▸ Aim of the exercise: Below are records to give again exactly; omit each image they contain.

╭─ Supplied data

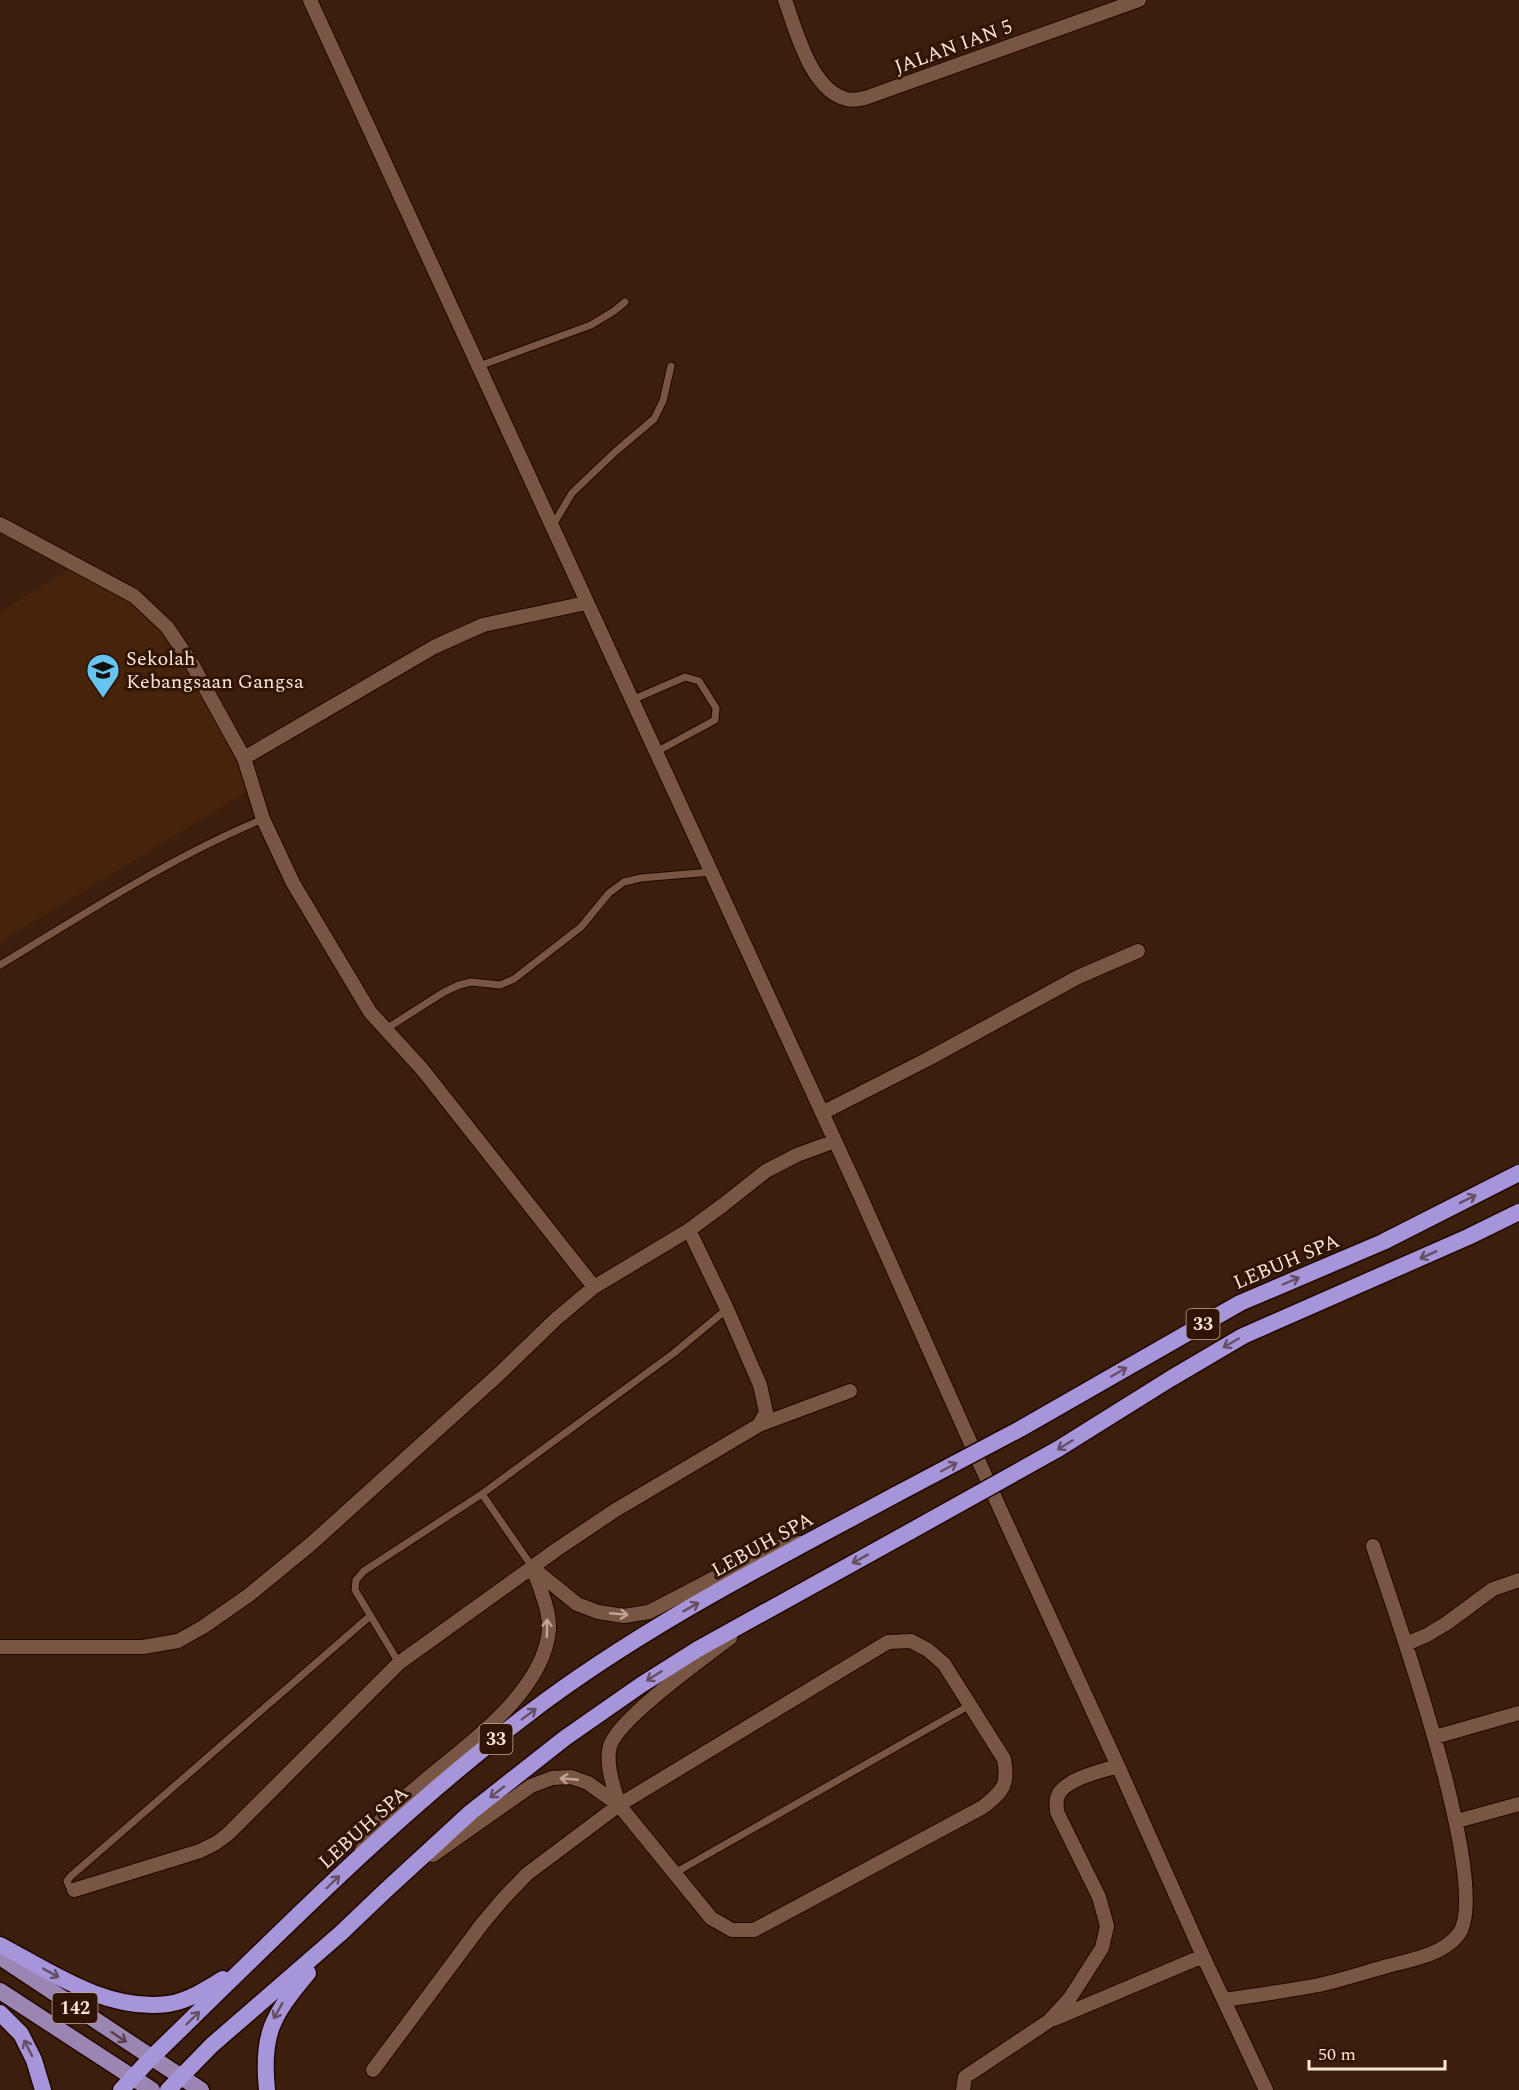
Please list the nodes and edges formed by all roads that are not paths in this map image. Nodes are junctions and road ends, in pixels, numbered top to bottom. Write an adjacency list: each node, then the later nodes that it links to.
1 (310, 0): 5 (street)
2 (785, 0): 3 (street, JALAN IAN 5)
3 (1139, 0)
4 (625, 302): 5 (lane)
5 (479, 366): 8 (street)
6 (671, 366): 8 (lane)
7 (0, 524): 12 (street)
8 (552, 526): 9 (street)
9 (586, 603): 10 (street); 12 (street)
10 (632, 700): 11 (street); 11 (lane)
11 (656, 752): 14 (street)
12 (244, 758): 13 (street)
13 (263, 819): 16 (lane); 17 (street)
14 (711, 872): 17 (lane); 18 (street)
15 (1138, 951): 18 (street)
16 (0, 965)
17 (386, 1029): 23 (street)
18 (822, 1113): 19 (street)
19 (835, 1141): 22 (street); 40 (street)
20 (1519, 1173): 28 (highway, LEBUH SPA / 33, one-way to 20, bridge)
21 (1519, 1212): 33 (highway, 33, one-way to 33, bridge)
22 (689, 1230): 23 (street); 24 (street)
23 (594, 1287): 35 (street)
24 (728, 1309): 26 (street); 27 (lane)
25 (850, 1391): 26 (street)
26 (759, 1425): 30 (street)
27 (482, 1494): 30 (lane); 32 (lane)
28 (809, 1542): 30 (street, one-way to 28); 44 (highway, LEBUH SPA / 33, one-way to 28)
29 (1373, 1546): 34 (street)
30 (533, 1568): 36 (street); 44 (street, one-way to 30)
31 (1519, 1580): 34 (street)
32 (369, 1617): 36 (lane); 46 (lane)
33 (753, 1620): 42 (street); 47 (highway, 33, one-way to 47)
34 (1406, 1644): 39 (street)
35 (0, 1647)
36 (399, 1663): 46 (street)
37 (970, 1705): 42 (street); 45 (lane); 45 (street)
38 (1519, 1713): 39 (street)
39 (1435, 1737): 43 (street)
40 (1118, 1766): 50 (street); 56 (street)
41 (1519, 1804): 43 (street)
42 (619, 1805): 45 (street); 47 (street, one-way to 47); 58 (street)
43 (1457, 1821): 54 (street)
44 (354, 1862): 52 (highway, LEBUH SPA / 33, one-way to 44)
45 (674, 1874)
46 (74, 1890)
47 (385, 1891): 48 (highway, 33)
48 (341, 1933): 59 (highway, 33); 66 (highway, one-way to 66)
49 (0, 1945): 52 (highway, one-way to 52)
50 (1203, 1956): 54 (street); 56 (street)
51 (0, 1958): 57 (main road, 142, one-way to 57)
52 (255, 1958): 57 (highway, LEBUH SPA / 33, one-way to 52)
53 (0, 1991): 60 (main road, 142)
54 (1225, 2000): 68 (street)
55 (0, 2013): 61 (highway, one-way to 55)
56 (1049, 2021): 67 (street)
57 (151, 2058): 59 (main road); 60 (highway, LEBUH SPA / 33)
58 (373, 2070)
59 (181, 2077): 64 (highway, 33); 65 (main road)
60 (134, 2078): 62 (highway, LEBUH SPA / 33); 63 (main road)
61 (43, 2090)
62 (121, 2090)
63 (152, 2090)
64 (168, 2090)
65 (201, 2090)
66 (267, 2090)
67 (963, 2090)
68 (1266, 2090)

╰─

▸ Answer:
Please list the nodes and edges formed by all roads that are not paths in this map image. Nodes are junctions and road ends, in pixels, numbered top to bottom. Write an adjacency list: each node, then the later nodes that it links to.
1 (310, 0): 5 (street)
2 (785, 0): 3 (street, JALAN IAN 5)
3 (1139, 0)
4 (625, 302): 5 (lane)
5 (479, 366): 8 (street)
6 (671, 366): 8 (lane)
7 (0, 524): 12 (street)
8 (552, 526): 9 (street)
9 (586, 603): 10 (street); 12 (street)
10 (632, 700): 11 (street); 11 (lane)
11 (656, 752): 14 (street)
12 (244, 758): 13 (street)
13 (263, 819): 16 (lane); 17 (street)
14 (711, 872): 17 (lane); 18 (street)
15 (1138, 951): 18 (street)
16 (0, 965)
17 (386, 1029): 23 (street)
18 (822, 1113): 19 (street)
19 (835, 1141): 22 (street); 40 (street)
20 (1519, 1173): 28 (highway, LEBUH SPA / 33, one-way to 20, bridge)
21 (1519, 1212): 33 (highway, 33, one-way to 33, bridge)
22 (689, 1230): 23 (street); 24 (street)
23 (594, 1287): 35 (street)
24 (728, 1309): 26 (street); 27 (lane)
25 (850, 1391): 26 (street)
26 (759, 1425): 30 (street)
27 (482, 1494): 30 (lane); 32 (lane)
28 (809, 1542): 30 (street, one-way to 28); 44 (highway, LEBUH SPA / 33, one-way to 28)
29 (1373, 1546): 34 (street)
30 (533, 1568): 36 (street); 44 (street, one-way to 30)
31 (1519, 1580): 34 (street)
32 (369, 1617): 36 (lane); 46 (lane)
33 (753, 1620): 42 (street); 47 (highway, 33, one-way to 47)
34 (1406, 1644): 39 (street)
35 (0, 1647)
36 (399, 1663): 46 (street)
37 (970, 1705): 42 (street); 45 (lane); 45 (street)
38 (1519, 1713): 39 (street)
39 (1435, 1737): 43 (street)
40 (1118, 1766): 50 (street); 56 (street)
41 (1519, 1804): 43 (street)
42 (619, 1805): 45 (street); 47 (street, one-way to 47); 58 (street)
43 (1457, 1821): 54 (street)
44 (354, 1862): 52 (highway, LEBUH SPA / 33, one-way to 44)
45 (674, 1874)
46 (74, 1890)
47 (385, 1891): 48 (highway, 33)
48 (341, 1933): 59 (highway, 33); 66 (highway, one-way to 66)
49 (0, 1945): 52 (highway, one-way to 52)
50 (1203, 1956): 54 (street); 56 (street)
51 (0, 1958): 57 (main road, 142, one-way to 57)
52 (255, 1958): 57 (highway, LEBUH SPA / 33, one-way to 52)
53 (0, 1991): 60 (main road, 142)
54 (1225, 2000): 68 (street)
55 (0, 2013): 61 (highway, one-way to 55)
56 (1049, 2021): 67 (street)
57 (151, 2058): 59 (main road); 60 (highway, LEBUH SPA / 33)
58 (373, 2070)
59 (181, 2077): 64 (highway, 33); 65 (main road)
60 (134, 2078): 62 (highway, LEBUH SPA / 33); 63 (main road)
61 (43, 2090)
62 (121, 2090)
63 (152, 2090)
64 (168, 2090)
65 (201, 2090)
66 (267, 2090)
67 (963, 2090)
68 (1266, 2090)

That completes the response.